→ **What is expected**
The pictures do not belong in the copy. Restate all of the records word for word.

::::

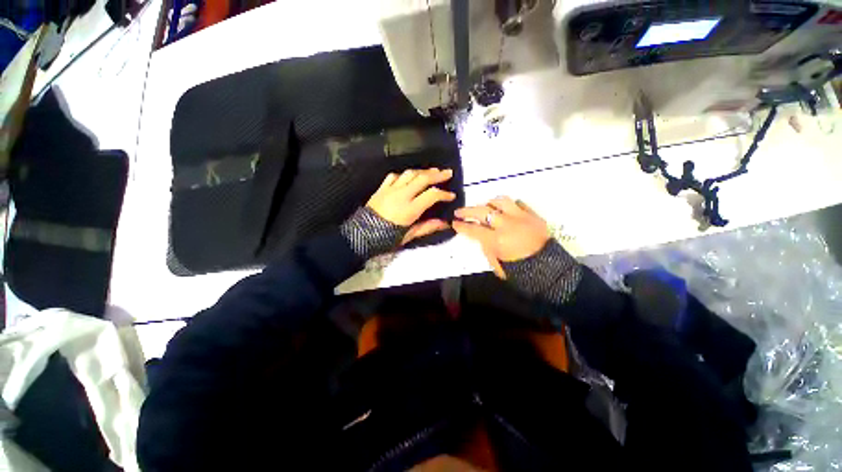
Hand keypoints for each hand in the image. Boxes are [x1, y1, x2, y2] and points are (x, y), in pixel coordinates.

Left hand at [367, 168, 455, 244]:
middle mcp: (401, 195)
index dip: (444, 194)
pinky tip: (409, 177)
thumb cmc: (386, 238)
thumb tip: (445, 223)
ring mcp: (390, 190)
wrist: (361, 235)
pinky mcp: (381, 188)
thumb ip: (427, 227)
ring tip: (432, 171)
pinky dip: (404, 175)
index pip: (432, 195)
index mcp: (410, 209)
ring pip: (409, 174)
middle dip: (437, 174)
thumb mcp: (408, 236)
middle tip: (448, 172)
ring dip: (422, 171)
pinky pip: (394, 176)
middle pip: (422, 178)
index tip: (451, 196)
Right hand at [453, 197, 549, 277]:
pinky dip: (509, 205)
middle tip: (459, 212)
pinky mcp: (533, 215)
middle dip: (467, 211)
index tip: (454, 223)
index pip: (473, 229)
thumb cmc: (522, 272)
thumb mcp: (498, 266)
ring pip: (501, 201)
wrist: (551, 270)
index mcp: (497, 240)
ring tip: (484, 206)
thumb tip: (481, 238)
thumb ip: (487, 250)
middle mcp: (506, 225)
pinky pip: (519, 203)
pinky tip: (505, 209)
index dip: (461, 226)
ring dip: (489, 203)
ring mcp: (521, 217)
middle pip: (482, 211)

::::

→ **Response**
Hand keypoints for each hand in the image. Boxes are [x1, y1, x2, y2] and points are (x, y), in pixel coordinates.

Left hand at [367, 168, 455, 244]:
middle mcp: (401, 195)
index dip: (444, 194)
pinky tip: (409, 177)
thumb cmc: (386, 238)
thumb tip: (445, 223)
ring mcp: (390, 190)
wrist: (361, 235)
pinky mcp: (381, 188)
thumb ip: (427, 227)
ring tip: (432, 171)
pinky dip: (404, 175)
index pip: (432, 195)
index mcp: (410, 209)
ring pip: (409, 174)
middle dip: (437, 174)
thumb mcp: (408, 236)
middle tip: (448, 172)
ring dip: (422, 171)
pinky pip: (394, 176)
middle pip: (422, 178)
index tip: (451, 196)
Right hand at [453, 197, 549, 277]:
pinky dip: (509, 205)
middle tip: (459, 212)
pinky mcp: (533, 215)
middle dip: (467, 211)
index tip: (454, 223)
index pip: (473, 229)
thumb cmc: (522, 272)
thumb mcp: (498, 266)
ring pip: (501, 201)
wrist: (551, 270)
index mcp: (497, 240)
ring tip: (484, 206)
thumb tip: (481, 238)
thumb ip: (487, 250)
middle mcp: (506, 225)
pinky pip: (519, 203)
pinky tip: (505, 209)
index dip: (461, 226)
ring dip: (489, 203)
ring mcp: (521, 217)
middle pip: (482, 211)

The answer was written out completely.